Appellate Division of the Supreme Court of New York, Third Department
Mar 18, 1993
191 A.D.2d 936 (N.Y. App. Div. 1993)

Opinion

March 18, 1993

Appeal from the Supreme Court, Albany County.


Petitioner was found guilty after a Superintendent's hearing of violating State-wide rules 104.10 ( 7 NYCRR 270.2 [B] [5] [i]; rioting) and 109.11 ( 7 NYCRR 270.2 [B] [10] [ii]; leaving an assigned area without authorization) as a result of his activities during an inmate uprising on May 28-29, 1991 at Southport Correctional Facility in Chemung County. In this proceeding, petitioner contends that the determination is not supported by substantial evidence and that the failure of the Hearing Officer to disclose the existence of a Department of Correctional Services internal memorandum characterizing petitioner's degree of participation in the uprising require annulment.
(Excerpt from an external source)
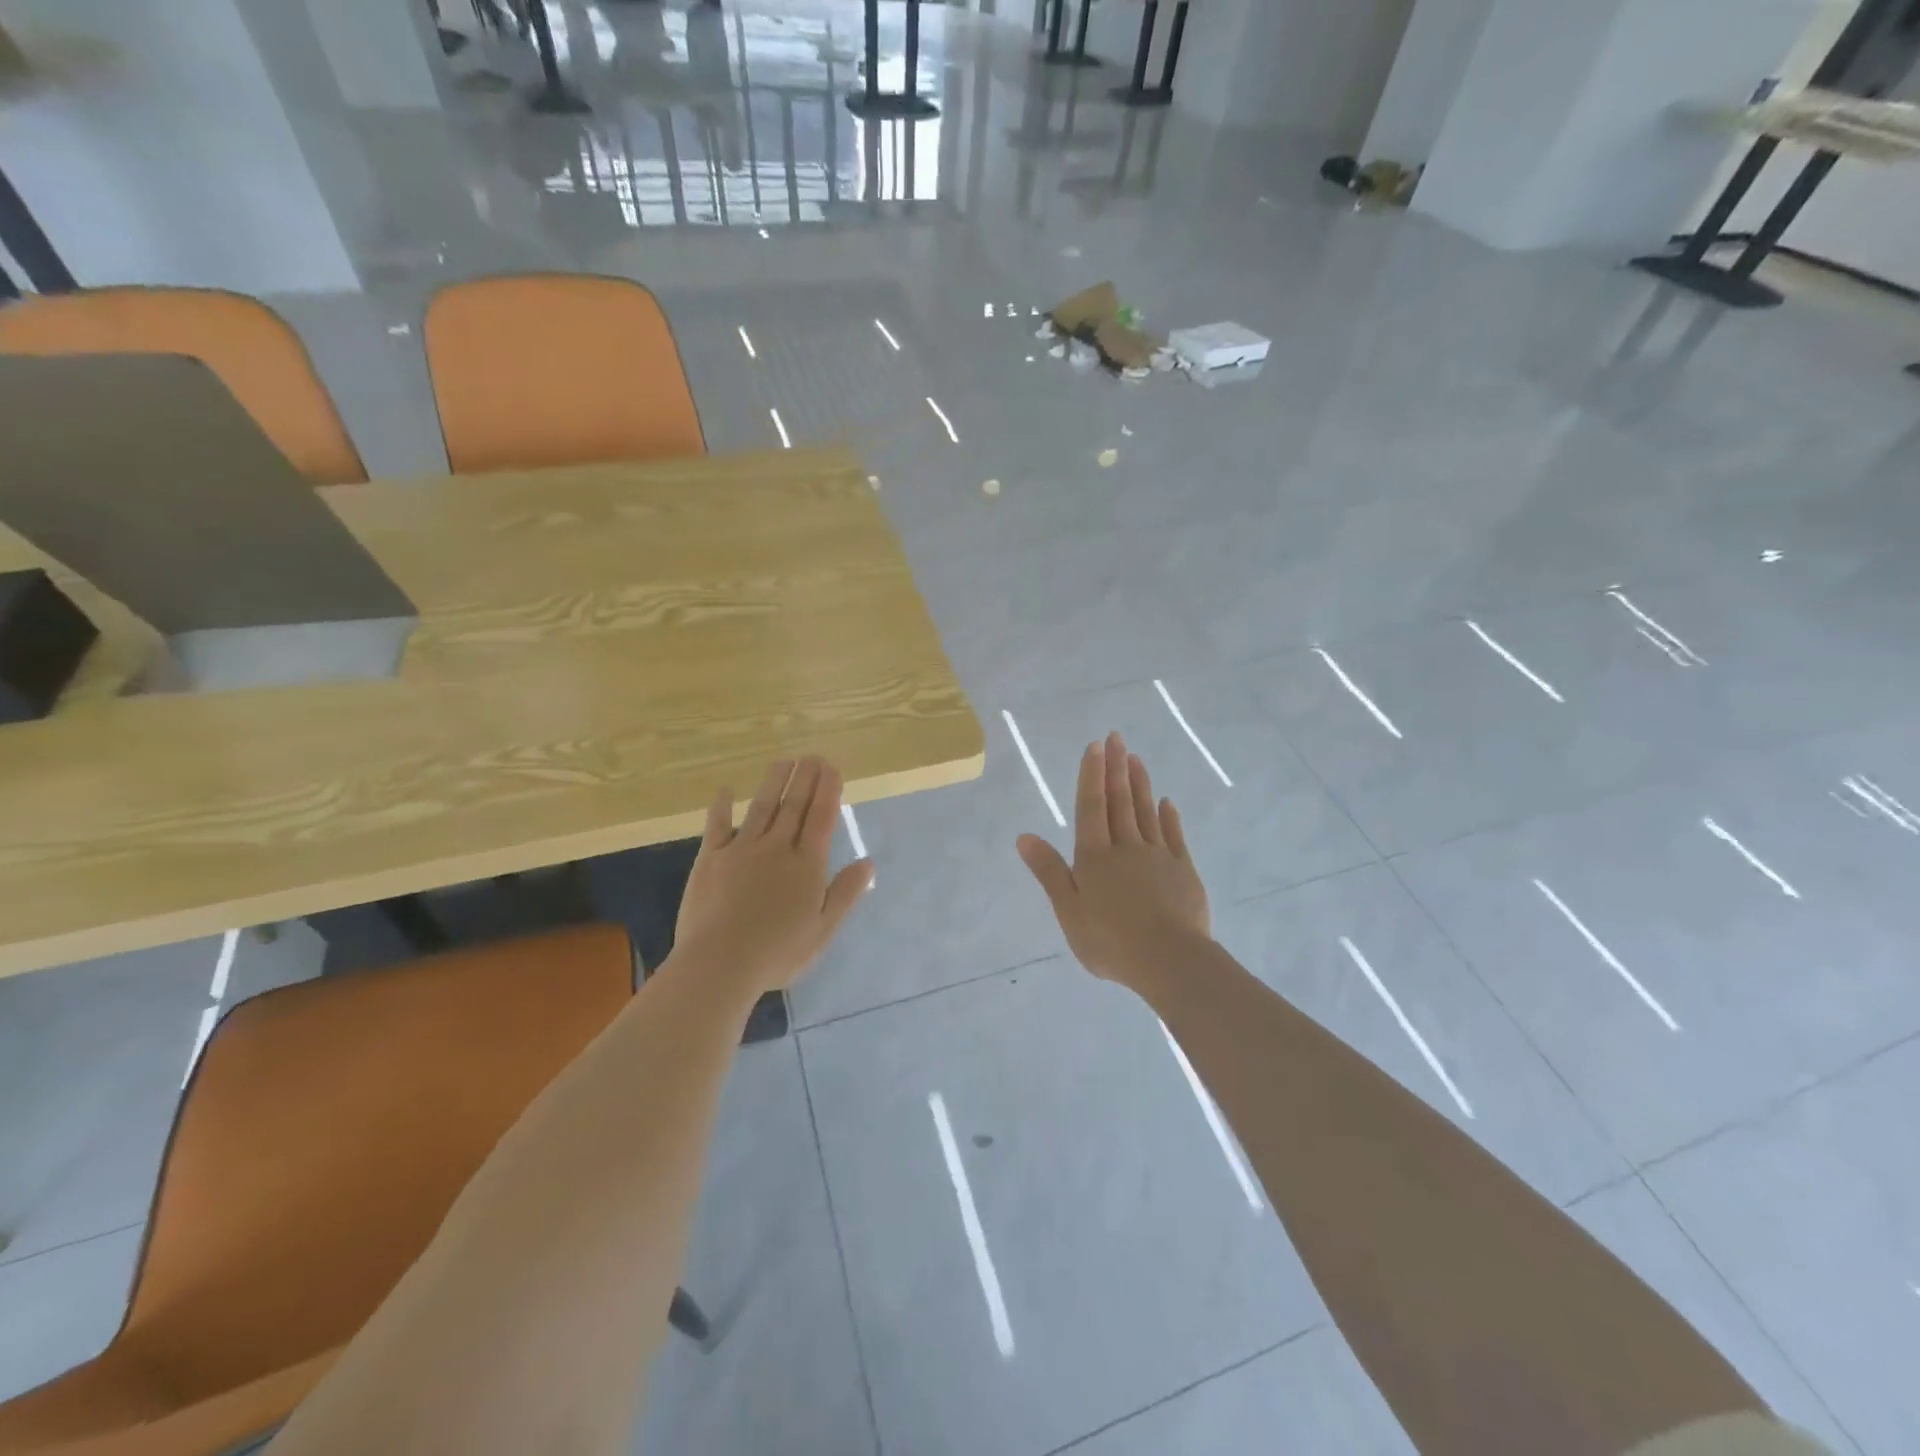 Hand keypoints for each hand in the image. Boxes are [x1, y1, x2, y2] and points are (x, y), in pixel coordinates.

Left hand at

The misbehavior report filed against petitioner stated that he had been personally identified as a participant in the takeover of the A-block in that, despite having been secured in an exercise pen before the uprising, petitioner was "identified at various locations throughout the yard" during the uprising. In addition, the correction officer who authored the misbehavior report confirmed the information in the report, and also testified that he had seen petitioner enter and leave a stairwell where hostages were being held. This testimony provided a basis for the Hearing Officer's inference that petitioner was a participant in the uprising. This evidence, combined with petitioner's admission that he left his assigned exercise unit and remained outside of it during the uprising, provides substantial evidence to support both determinations of guilt (see, Matter of Williams v. Coughlin, 190 A.D.2d 883; see also, Matter of Taylor v. Coughlin, 190 A.D.2d 990). We also find that the failure to disclose the memorandum at issue does not require annulment. Nothing in the record supports petitioner's speculation that the Hearing Officer even read the document (cf., Matter of Freeman v. Coughlin, 138 A.D.2d 824). In any event, the Hearing Officer did not rely upon the memorandum in making his determination (see, Matter of Williams v. Coughlin, supra; Matter of Burnell v. Coughlin, 177 A.D.2d 1061; Matter of Rodriquez v. Coughlin, 167 A.D.2d 671). Furthermore, the memorandum was not "material to the determination nor of such significance as to preclude meaningful review" (Matter of Rodriquez v Coughlin, supra; see, Matter of Williams v. Coughlin, supra). Finally, petitioner has not demonstrated how the document might have had a significant bearing on his defense (cf., Matter of Taylor v. Coughlin, supra).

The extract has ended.